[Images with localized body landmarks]
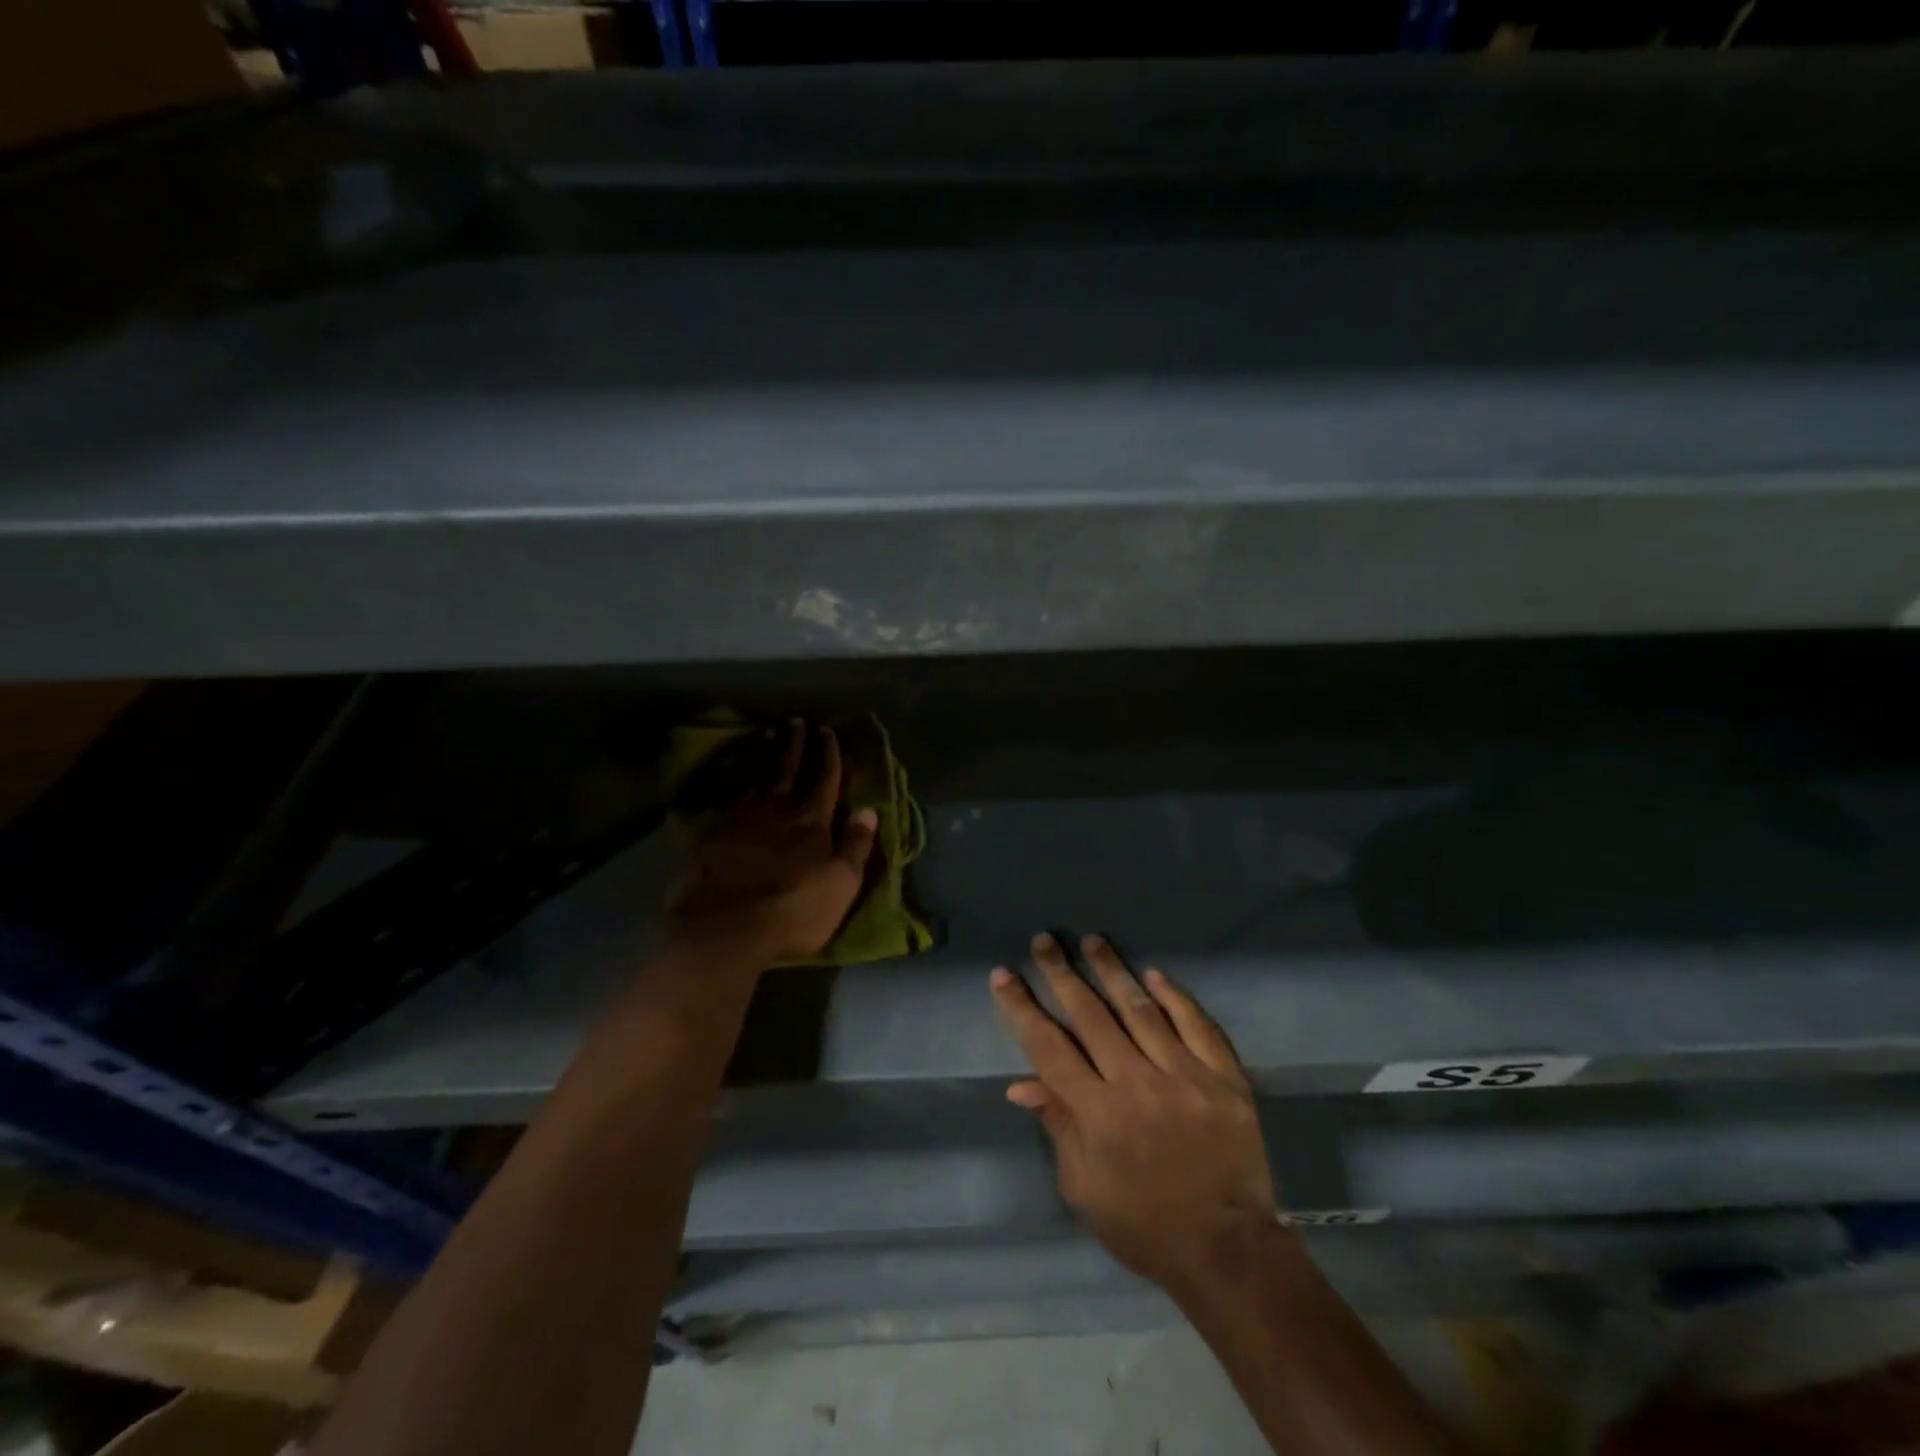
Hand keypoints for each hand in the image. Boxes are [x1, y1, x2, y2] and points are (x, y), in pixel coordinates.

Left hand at [665, 722, 878, 968]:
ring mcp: (741, 817)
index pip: (824, 780)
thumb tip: (868, 811)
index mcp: (812, 822)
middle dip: (795, 744)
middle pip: (788, 769)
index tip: (827, 732)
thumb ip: (855, 846)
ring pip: (755, 775)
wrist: (723, 927)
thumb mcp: (840, 885)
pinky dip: (733, 775)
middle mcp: (777, 810)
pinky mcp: (712, 831)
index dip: (828, 755)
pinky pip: (727, 792)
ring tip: (767, 733)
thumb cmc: (792, 912)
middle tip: (797, 721)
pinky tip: (732, 768)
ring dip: (763, 752)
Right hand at [990, 933, 1276, 1291]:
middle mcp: (1138, 1084)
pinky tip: (1155, 974)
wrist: (1228, 1251)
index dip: (1023, 1008)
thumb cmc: (1144, 1225)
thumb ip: (1058, 1126)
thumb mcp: (1084, 1188)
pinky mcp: (1225, 1079)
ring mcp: (1185, 1076)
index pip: (1048, 1047)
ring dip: (1113, 972)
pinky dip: (1175, 997)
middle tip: (1045, 940)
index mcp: (1098, 1114)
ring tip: (1093, 941)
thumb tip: (1022, 1083)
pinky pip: (1197, 1026)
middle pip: (1091, 1016)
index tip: (1003, 974)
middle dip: (1062, 974)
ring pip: (1141, 1010)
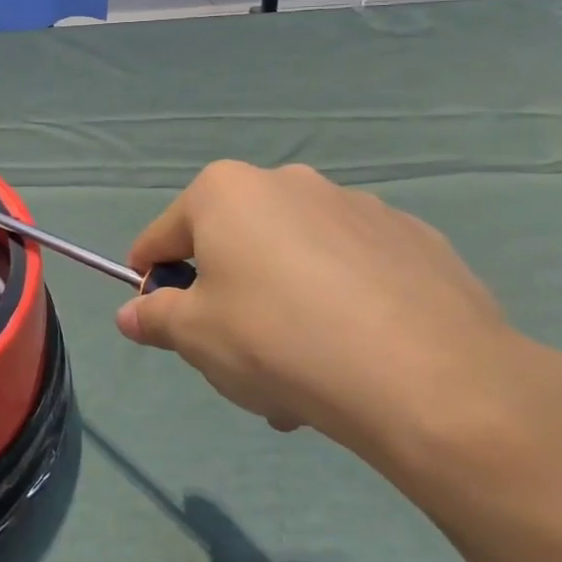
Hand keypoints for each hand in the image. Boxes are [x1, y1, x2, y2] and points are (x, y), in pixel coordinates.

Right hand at [117, 162, 536, 461]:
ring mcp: (356, 206)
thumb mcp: (196, 336)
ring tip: (303, 374)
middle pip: (233, 245)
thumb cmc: (279, 341)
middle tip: (238, 357)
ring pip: (294, 258)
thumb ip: (155, 318)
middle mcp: (287, 181)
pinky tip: (360, 354)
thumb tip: (130, 316)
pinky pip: (352, 269)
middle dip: (227, 298)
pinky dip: (341, 301)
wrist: (431, 380)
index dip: (152, 278)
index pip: (163, 235)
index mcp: (225, 191)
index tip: (159, 318)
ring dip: (283, 303)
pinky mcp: (414, 238)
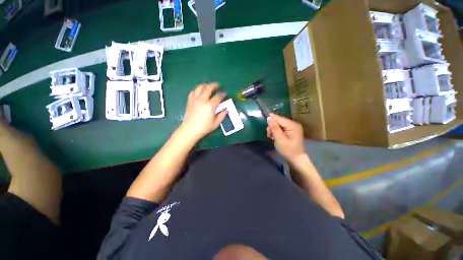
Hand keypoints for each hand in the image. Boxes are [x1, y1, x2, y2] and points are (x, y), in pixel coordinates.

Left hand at [180, 83, 226, 141]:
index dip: (223, 94)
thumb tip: (226, 109)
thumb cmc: (204, 127)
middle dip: (215, 85)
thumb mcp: (216, 123)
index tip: (225, 94)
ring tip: (209, 86)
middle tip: (218, 85)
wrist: (190, 129)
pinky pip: (193, 91)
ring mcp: (195, 99)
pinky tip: (200, 92)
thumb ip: (222, 115)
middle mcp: (203, 100)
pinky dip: (198, 89)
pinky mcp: (190, 101)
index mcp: (210, 105)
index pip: (218, 96)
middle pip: (209, 88)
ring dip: (206, 85)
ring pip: (200, 87)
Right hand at [266, 113, 305, 163]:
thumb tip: (269, 117)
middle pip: (279, 121)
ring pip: (279, 125)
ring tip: (272, 137)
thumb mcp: (279, 139)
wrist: (296, 159)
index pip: (279, 118)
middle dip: (272, 127)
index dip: (271, 119)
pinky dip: (277, 132)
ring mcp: (292, 127)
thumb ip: (274, 128)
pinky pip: (281, 128)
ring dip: (273, 130)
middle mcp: (293, 124)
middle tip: (269, 135)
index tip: (264, 122)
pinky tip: (275, 137)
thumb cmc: (288, 150)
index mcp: (292, 125)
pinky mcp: (291, 131)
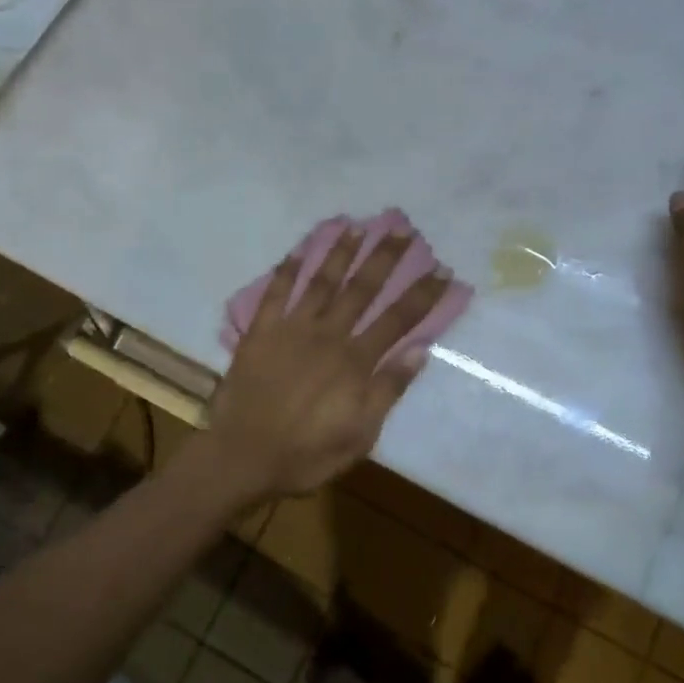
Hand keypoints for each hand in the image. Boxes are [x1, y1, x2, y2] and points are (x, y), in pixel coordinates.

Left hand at [207, 228, 451, 499]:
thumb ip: (387, 390)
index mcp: (355, 362)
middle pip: (363, 289)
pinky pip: (276, 293)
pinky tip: (298, 249)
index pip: (398, 320)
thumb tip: (420, 350)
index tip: (441, 269)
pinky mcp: (260, 332)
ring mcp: (292, 329)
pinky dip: (287, 269)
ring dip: (341, 253)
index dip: (421, 294)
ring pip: (322, 282)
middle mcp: (328, 335)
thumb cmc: (305, 453)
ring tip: (357, 226)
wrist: (242, 456)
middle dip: (385, 258)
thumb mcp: (360, 435)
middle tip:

## Exercise instructions
All lines from the one containing "pinky mcp: (260, 332)" to the last line above should be reproduced exactly, and no other lines should be given.

## Response below
pinky mcp: (260, 332)
ring mcp: (292, 329)
pinky dip: (287, 269)
ring dip: (341, 253)
index dip: (421, 294)
ring pip: (322, 282)
middle mcp: (328, 335)
thumb cmc: (305, 453)
ring tip: (357, 226)
wrist: (242, 456)
middle dip: (385, 258)
thumb mcp: (360, 435)
middle tip:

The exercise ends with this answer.